Türk-Rus flörtü

MOSKOVATATAR mimari üslubu etkisindeki Kremlin Sarayı’nın avlusunda Mehter Takımı’nı dinlerken aklımdan geçenler:

2010 İstanbul Kültür Başkenti etkinlikleri kapsamında düzenlenen “Topkapı Hazineleri Kremlin’de” sergisi için Moskova’dayız. Basın toplantısında 20’den fazla kamera saydım. Ruslar Topkapı Müzesi koleksiyonlarının ayaklarına gelmesine değer veriyorlar. Üstelik bu ilk kez oluyor. Osmanlı sultanlarının saltanat sembolleri onları fazlasıyla ilgilendiriyor. Bu serginin karşılığı Topkapı Sarayı’nda devam ediyor, ancak Kremlin hazinelerine Türk medyasının gösterdiği ilgi aynı düzeyde değil.
Bu tür anlamlı sergiler, gezenlerin iki ülkenin ortak tarihine ilgi duymasını sağlar. Bizim modernleşme sürecimiz Ruslarınkine çok benziyor. Bunu iyi bilmemiz gerekir. Rusların da bizim de modernleşmemiz, Avrupa modeline göre olmuş. Batılılaşma sorununu Ruslar ve Türkler benzer biçimde yaşamışlar. Deli Petro’nun kendi askerlerine yaptığını II. Mahmud da Yeniçeri’ye yapmış.
Rus halkının geçmişinde Türk kavimlerle epey karıştığından haberimiz pek yok. Slavlar üzerindeki Avar ve Hazar hakimiyeti hatırı sayılır derecede etnik karışıma yol açmış.
Özetle Ruslar bize Avrupa halklarından daha yakın ama bundan habersiziz. Soğuk savaş yılları boyunca tehditkâr kuzey komşumuzdan çekinmiş olmamız bugünkü lakaytlığı affettirmiyor. Örneğin Türkiye’nin Avrupa Birliği üyelik sürecinde Rusya ilişkileri kesinlikle önemli bir kaldıraç görevi görebilirdi, ama bu yapılmamıştır.
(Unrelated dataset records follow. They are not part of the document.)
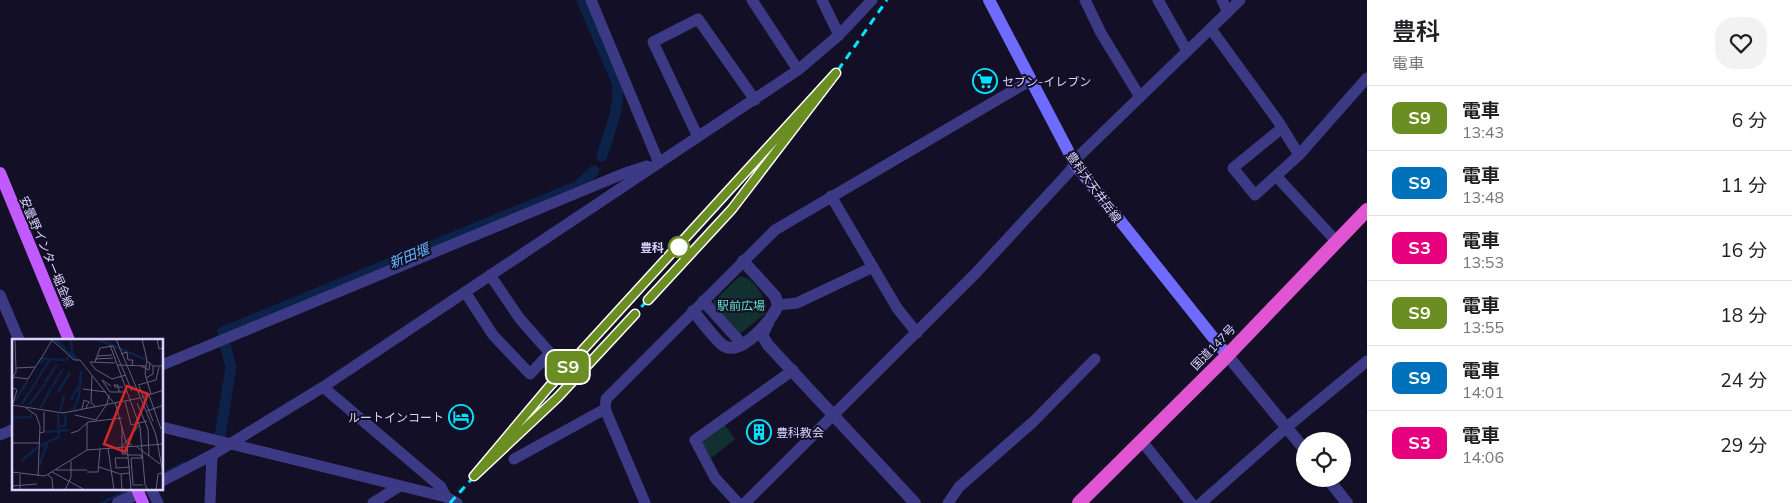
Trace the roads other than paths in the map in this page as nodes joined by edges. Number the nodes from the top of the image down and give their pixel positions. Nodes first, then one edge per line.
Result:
1 (591, 0) edge
2 (752, 0) edge
3 (822, 0) edge
4 (872, 0) edge
5 (989, 0) edge
6 (1085, 0) edge
7 (1158, 0) edge
8 (1222, 0) edge
9 (1240, 0) edge
10 (1228, 12) junction
11 (1211, 29) junction
12 (839, 35) junction
13 (1187, 52) junction
14 (798, 70) junction
15 (1367, 78) edge
16 (1031, 80) junction
17 (1140, 97) junction
18 (755, 100) junction
19 (1282, 128) junction
20 (698, 137) junction
21 (1299, 155) junction
22 (659, 163) junction
23 (1075, 164) junction
24 (0, 173) edge
25 (1276, 177) junction
26 (832, 196) junction
27 (1367, 210) edge
28 (1336, 241) junction
29 (743, 261) junction
30 (873, 266) junction
31 (490, 275) junction
32 (465, 292) junction
33 (0, 295) edge
34 (703, 301) junction
35 (778, 305) junction
36 (693, 311) junction
37 (768, 323) junction
38 (917, 333) junction
39 (19, 339) edge
40 (69, 339) edge
41 (743, 345) junction
42 (768, 345) junction
43 (1227, 355) junction
44 (1096, 359) dead end
45 (1367, 361) edge
46 (164, 365) edge
47 (793, 370) junction
48 (323, 386) junction
49 (604, 409) junction
50 (833, 415) junction
51 (1287, 427) junction
52 (164, 428) edge
53 (12, 430) edge
54 (0, 435) edge
55 (1296, 438) edge
56 (1141, 440) junction
57 (232, 445) junction
58 (212, 455) junction
59 (514, 459) dead end
60 (164, 480) edge
61 (398, 487) junction
62 (1334, 487) edge
63 (152, 490) edge
64 (430, 494) junction
65 (138, 496) edge
66 (446, 497) junction
67 (118, 503) edge
68 (158, 503) edge
69 (210, 503) edge
70 (373, 503) edge
71 (420, 503) edge
72 (458, 503) edge
73 (645, 503) edge
74 (738, 503) edge
75 (745, 503) edge
76 (915, 503) edge
77 (948, 503) edge
78 (1079, 503) edge
79 (1191, 503) edge
80 (1201, 503) edge
81 (1347, 503) edge

1 - 22 street
2 - 14 street
3 - 12 street
4 - 12 street
5 - 16 main road, 豊科大天井岳線
6 - 17 street
7 - 13 street
8 - 10 street
9 - 10 street
10 - 11 street
11 - 13 street
11 - 19 street
12 - 14 street
13 - 17 street
14 - 18 street
15 - 21 street
16 - 23 main road, 豊科大天井岳線
16 - 26 street
17 - 23 street
18 - 20 street
18 - 20 street
19 - 21 street
19 - 25 street
20 - 22 street
21 - 25 street
22 - 31 street
22 - 46 street
23 - 38 street
23 - 43 main road, 豊科大天井岳線
24 - 40 main road, 安曇野インター堀金線
25 - 28 street
26 - 29 street
26 - 30 street
27 - 28 highway, 国道147号
28 - 43 highway, 国道147号
29 - 34 street
29 - 35 street
30 - 35 street
30 - 38 street
31 - 32 street
31 - 32 street
32 - 48 street
33 - 39 street
34 - 36 street
34 - 41 street
35 - 37 street
36 - 41 street
36 - 49 street
37 - 41 street
37 - 42 street
38 - 50 street
41 - 42 street
42 - 47 street
43 - 51 street
43 - 56 highway, 国道147号
44 - 77 street
45 - 51 street
47 - 50 street
47 - 74 street
48 - 57 street
48 - 66 street
49 - 59 street
49 - 73 street
50 - 75 street
50 - 76 street
51 - 55 street
51 - 80 street
52 - 57 street
53 - 54 street
56 - 78 highway, 国道147号
56 - 79 street
57 - 58 street
57 - 61 street
58 - 60 street
58 - 69 street
61 - 64 street
61 - 70 street
62 - 81 street
63 - 68 street
64 - 66 street
64 - 71 street
65 - 67 street
66 - 72 street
Türk-Rus ilişkilerinin altyapısında derin bir kültürel boyut var. Örneğin mimaride hem Tatar diye adlandırılan Doğu, hem de Bizans-Rus üslubu var. Hıristiyanlığın kabulüyle Rusya’da Bizans etkisinde kiliseler inşa edilmiş. Bizans dediğimiz yer, sonradan Üçüncü Roma olarak Osmanlı’nın başkenti, yani İstanbul.
Oryantalistik denilen bilim dalı Rusya’da çok gelişmiş. Nitekim Türk tarihine ilişkin bazı değerli bilgiler Rus sinologlar sayesinde öğrenilmiş. Türk diliyle ilgili keşifleri Rusya Türkologları yapmışlar. Rus müziğinde de Türk etkisini arayan buluyor.
Günümüze dönersek, Türk-Rus ilişkilerinde görülen flört havasında kültürel ilişkiler önemli rol oynayabilir. Kremlin ile Topkapı Sarayı’nın ortak projesi buna yarayacak. Gerek 2010 Ajansı’nın bağlı olduğu Devlet Bakanı Hayati Yazıcı, gerekse Kremlin’in başkanı Gagarina ile Topkapı’nın Başkanı Prof. Ortaylı bu noktaya dikkat çekmekte haklılar.
Öte yandan Türkiye’ye gelen Rus turist sayısı, Almanlardan daha hızlı artıyor. Bu yıl ilk çeyrekte Almanlarda yüzde 10, Ruslarda yüzde 19 artış var. 2008’de 4.5 milyon Alman, 3 milyona yakın Rus geldi. Birkaç yıl sonra Ruslar Almanları geçtiğinde bu da tefsir edilmesi gereken bir rakam olacak.

Rusya ile çakışan tarihimizde unutulan bir nokta daha var. Tarih boyunca her iki ülke de zaman zaman Avrupa’nın içinde, zaman zaman da dışında mütalaa edilmişler. Tanpınar’ın “Ne içindeyim zamanın ne büsbütün dışında” dizesini Türkiye ve Rusya’nın Avrupa ile ilişkisine uyarlayabiliriz. “Ne içindeyiz Avrupa’nın ne de dışında...”
Üstelik Ruslar Hıristiyan oldukları halde dışardalar. Bu da tesellimiz olsun!